Instructions: 26 bytes read
Data: 4 bytes read, 2 bytes written
Ratio I:D 26:6

[1] I won't swear to these MOVE and ADD instruction lengths (my handbook
doesn't give them and my 68020 isn't running at present, but even if I'm
wrong and they're only 3 bytes, the ratio is still 18:6.

You don't have to throw in much in the way of overflow checking, address
arithmetic, etc to increase the Instruction:Data ratio quite considerably.

Both my examples are of processors with a decently sized register set but
I don't think entirely stack-oriented machines would do much better.

The ICL 2900 had the most sophisticated architecture I've seen (entirely
stack-based, descriptors for all but primitive data types, software-
controlled register length) and averaged 3 instructions per COBOL
sentence v.s the 6+ per sentence of the 1900, but its instruction flow
through the OCP (Order Code Processor) was higher than its data flow and
the hardware was optimised to reflect that fact.

If anybody knows of hardware where the data flow is larger then the
instruction flow and can provide an equivalent example I'd be fascinated
to see it.
 
A

Arne Vajhøj

Doh! Sorry, Arne, i completely failed to understand there. You're quite
right, of course. And i would imagine that in most applications, reads
of data far outweigh reads of code (once you account for the caches). I
would be very interested to see numbers for that across different kinds
of program, though.


Right. And if your cache can hold 20% of the bytecode but not 20% of the
machine code, it's a win.

Yep.

Arne
 
A

Arne Vajhøj

It depends what you mean by 'read'.
If you look at the instruction flow into the CPU, i.e. out of any caches
and into the CPU proper, the instruction flow is considerably larger than
the data flow in almost any architecture.

Yes.

But the flow from main memory and L3 which are the real slow
ones should have a good chance of reading more data than code.

Arne
 
M

Martin Gregorie

Yes.

But the flow from main memory and L3 which are the real slow ones should
have a good chance of reading more data than code.
Agreed, but optimising that is a property of the cache rather than
anything else. The use of Intel-style multi-level caching doesn't affect
the argument.

In a multi-CPU system cache management can become a nightmare: consider
the situation where CPU A gets a cache miss that triggers a cache read
from main memory for a piece of data that has been read and modified by
CPU B, but whose cache has not yet been flushed. This is a common
situation with copy-back caching. In general copy-back caching is faster
than write-through though at the cost of added complexity: all caches
must sniff the address bus and be capable of grabbing it for an immediate
write-back if another CPU is asking for modified data which it holds but
hasn't yet written.
 
A

amit1310

Hi,

Slides are no longer available at this link nor at Azul's webside.
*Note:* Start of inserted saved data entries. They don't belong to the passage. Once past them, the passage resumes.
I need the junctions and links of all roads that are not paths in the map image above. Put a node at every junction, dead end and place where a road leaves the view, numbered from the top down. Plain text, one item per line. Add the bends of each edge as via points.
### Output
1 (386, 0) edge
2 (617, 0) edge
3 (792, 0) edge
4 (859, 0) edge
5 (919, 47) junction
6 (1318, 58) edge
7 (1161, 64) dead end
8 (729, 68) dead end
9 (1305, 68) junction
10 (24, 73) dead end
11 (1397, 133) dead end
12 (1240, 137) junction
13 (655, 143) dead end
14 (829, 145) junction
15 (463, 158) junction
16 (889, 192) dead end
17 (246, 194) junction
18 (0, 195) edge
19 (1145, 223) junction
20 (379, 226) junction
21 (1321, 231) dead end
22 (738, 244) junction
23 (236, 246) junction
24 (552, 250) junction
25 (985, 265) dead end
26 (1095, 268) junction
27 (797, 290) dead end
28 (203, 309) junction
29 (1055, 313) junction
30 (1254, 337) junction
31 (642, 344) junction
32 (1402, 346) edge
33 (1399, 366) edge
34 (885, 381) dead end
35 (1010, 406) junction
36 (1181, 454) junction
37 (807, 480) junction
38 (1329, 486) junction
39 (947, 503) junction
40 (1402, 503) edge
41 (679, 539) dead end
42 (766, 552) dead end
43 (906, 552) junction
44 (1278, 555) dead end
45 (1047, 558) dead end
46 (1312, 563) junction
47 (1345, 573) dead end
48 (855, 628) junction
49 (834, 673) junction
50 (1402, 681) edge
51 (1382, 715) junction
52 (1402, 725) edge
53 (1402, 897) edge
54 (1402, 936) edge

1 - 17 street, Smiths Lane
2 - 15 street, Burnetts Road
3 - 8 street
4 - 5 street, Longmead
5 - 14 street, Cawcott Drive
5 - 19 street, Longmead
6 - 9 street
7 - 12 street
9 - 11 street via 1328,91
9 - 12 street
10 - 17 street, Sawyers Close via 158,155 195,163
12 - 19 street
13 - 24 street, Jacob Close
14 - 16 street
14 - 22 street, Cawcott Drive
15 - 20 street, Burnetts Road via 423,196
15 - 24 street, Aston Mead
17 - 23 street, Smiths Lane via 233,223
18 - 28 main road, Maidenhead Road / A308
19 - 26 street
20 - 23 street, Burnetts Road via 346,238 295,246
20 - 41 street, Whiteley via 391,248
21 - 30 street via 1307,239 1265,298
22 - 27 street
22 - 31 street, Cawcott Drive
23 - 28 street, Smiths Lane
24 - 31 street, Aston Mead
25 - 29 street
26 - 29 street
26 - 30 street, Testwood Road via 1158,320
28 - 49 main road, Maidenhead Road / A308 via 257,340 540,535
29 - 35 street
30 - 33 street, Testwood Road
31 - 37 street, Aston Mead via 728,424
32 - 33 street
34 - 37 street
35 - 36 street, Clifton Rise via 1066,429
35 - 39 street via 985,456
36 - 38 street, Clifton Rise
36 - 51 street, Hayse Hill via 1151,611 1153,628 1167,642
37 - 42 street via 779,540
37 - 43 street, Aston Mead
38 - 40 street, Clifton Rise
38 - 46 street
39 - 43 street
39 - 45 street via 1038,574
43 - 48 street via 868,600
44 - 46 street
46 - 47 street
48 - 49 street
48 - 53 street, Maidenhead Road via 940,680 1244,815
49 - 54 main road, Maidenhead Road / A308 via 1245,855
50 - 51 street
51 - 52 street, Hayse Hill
Did spend a lot of time yesterday looking for them?

Do any of you have this copy on your laptops/workstations?
Please share if you have it.

Regards,
Amit Malhotra.
 
F

Fredrik Jonson

Slides are no longer available at this link nor at Azul's webside.

This isn't it?

This Is Not Your Father's Von Neumann Machine;
How Modern Architecture Impacts Your Java Apps
Presentation by Cliff Click, Jr. of Azul Systems and Brian Goetz
of Sun Microsystems.
Originally presented at JavaOne 2009

http://www.azulsystems.com/teal-azul/about_us/presentations/hardware-crash
http://www.azulsystems.com/sites/www.azulsystems.com/2009_J1_HardwareCrashCourse.pdf

And the talk, as I know it, is this one:

A Crash Course in Modern Hardware
Did spend a lot of time yesterday looking for them?

You must improve your Google-fu, m'kay?

Thanks though for the reminder of an exelent presentaion.